Before I became a Christian, and even a few years later, I didn’t trust people or allow people close to my heart. My mother abandoned my family when I was around two or three and I’ve watched people I considered family commit actions I never thought they would. I was an angry kid, calloused, and committed to self-preservation. This lead to building walls, not letting people close to my heart, after all, allowing them to know my struggles, weaknesses, and shortcomings would only lend them the upper hand in causing me pain in various ways right? So I understand having reservations about trusting people and I would never apart from Christ confess my sin to others. However, as Christians we must practice confession. We need each other in our frailness and brokenness. We need to be the means through which God brings salvation to one another. In confessing our sins to one another, we recognize our fragility, weakness, and brokenness, and only then are we in a position to accept the salvation of Christ that comes through Christian community. Bonhoeffer reminds us that it is only after we stop seeking deliverance, salvation, and justification in ourselves that we are able to receive salvation in Christ alone. In confessing our sins we also choose to die to ourselves and allow Christ to be the source of our identity, security, and fullness of life.

We don’t need to worry about whether or not others will accept us or love us because we have already been completely accepted and fully loved without exception in Christ. Confession is not an act of weakness, but an act of strength. Strength defined by the cross is dying to one’s self for the sake of the other. We die to ourselves daily by crucifying our pride and judgement and recognize that as our sins are not held against us, so we too do not hold one’s sins against another. In confession we receive our brothers and sisters without judgement. In confession we proclaim who we are in Christ by confidently acknowledging our shortcomings to one another, knowing that they do not define us or rightly represent who we are as new creations in Christ, all the while receiving God’s salvation from our brothers and sisters. Confession is not about airing our dirty laundry but proclaiming the good news of our salvation, namely Christ, and the freedom we receive in Christ. We receive this freedom every time we practice confession. We should not refrain from confession as a means of self-preservation and protection because we are afraid people will use our sin against us. Rather, we confess and receive Christ’s salvation because we know that our sin is NOT held against us.
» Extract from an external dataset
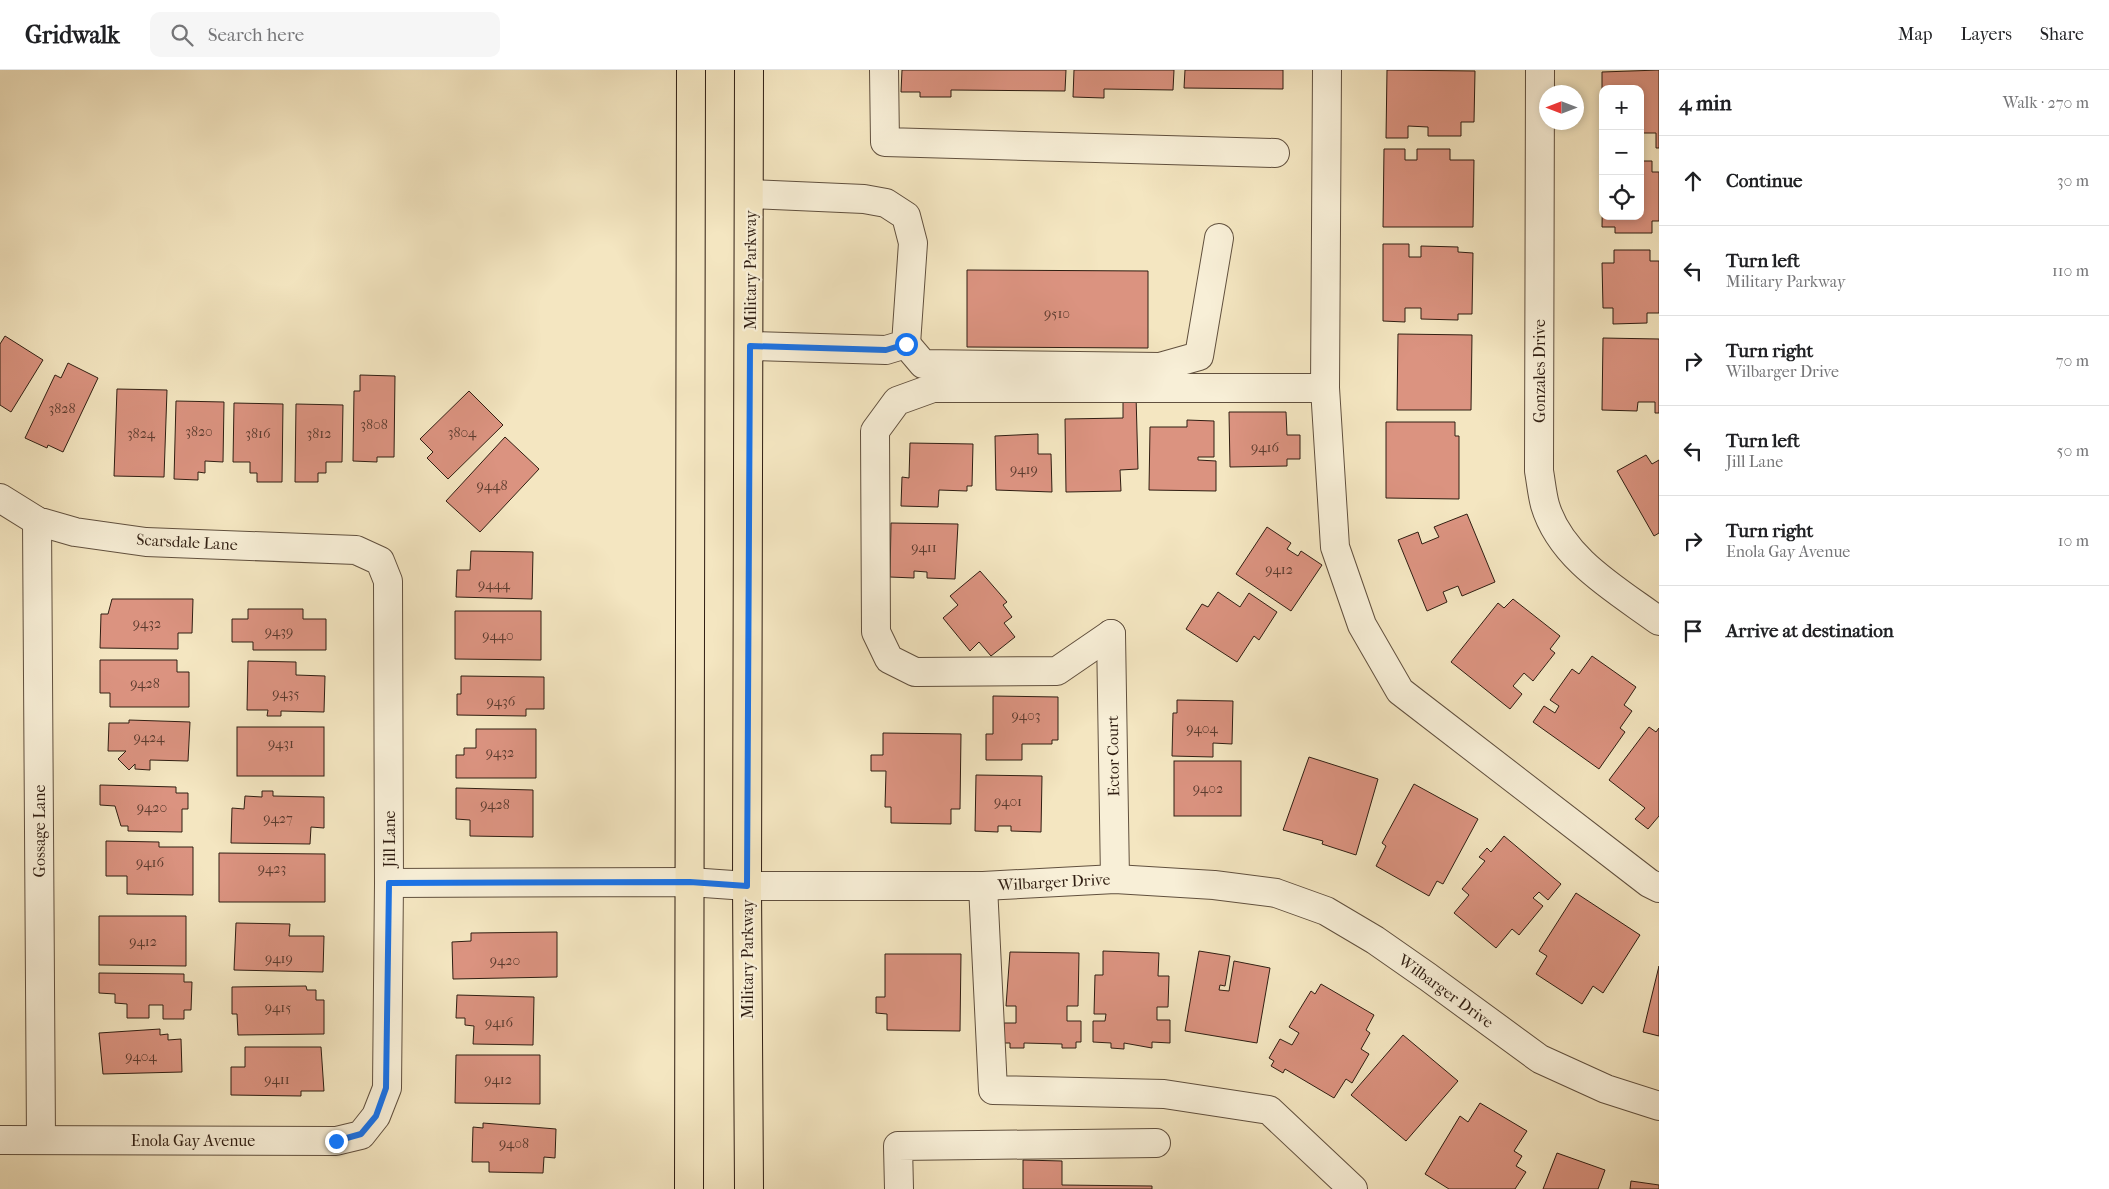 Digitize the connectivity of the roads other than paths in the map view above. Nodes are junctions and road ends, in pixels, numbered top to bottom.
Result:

Finally, it should be noted that another reason we may be skeptical of confession is because the Christian community has not been faithful in receiving others without judgement. This is why the Catholic practice of confession is so appealing to me. It’s almost like attorney/client privilege or doctor/patient confidentiality. Hypocrisy and judgement were the two main problems that kept me from the faith for many years. If we are going to be a community that practices confession we must be a community that stops practicing judgement. We have freely received God’s salvation so we too must freely offer Christ’s salvation by receiving one another free of judgement. Only then will we be able to give and receive Christ’s salvation to one another, and only then will the practice of confession be a faithful witness to that salvation.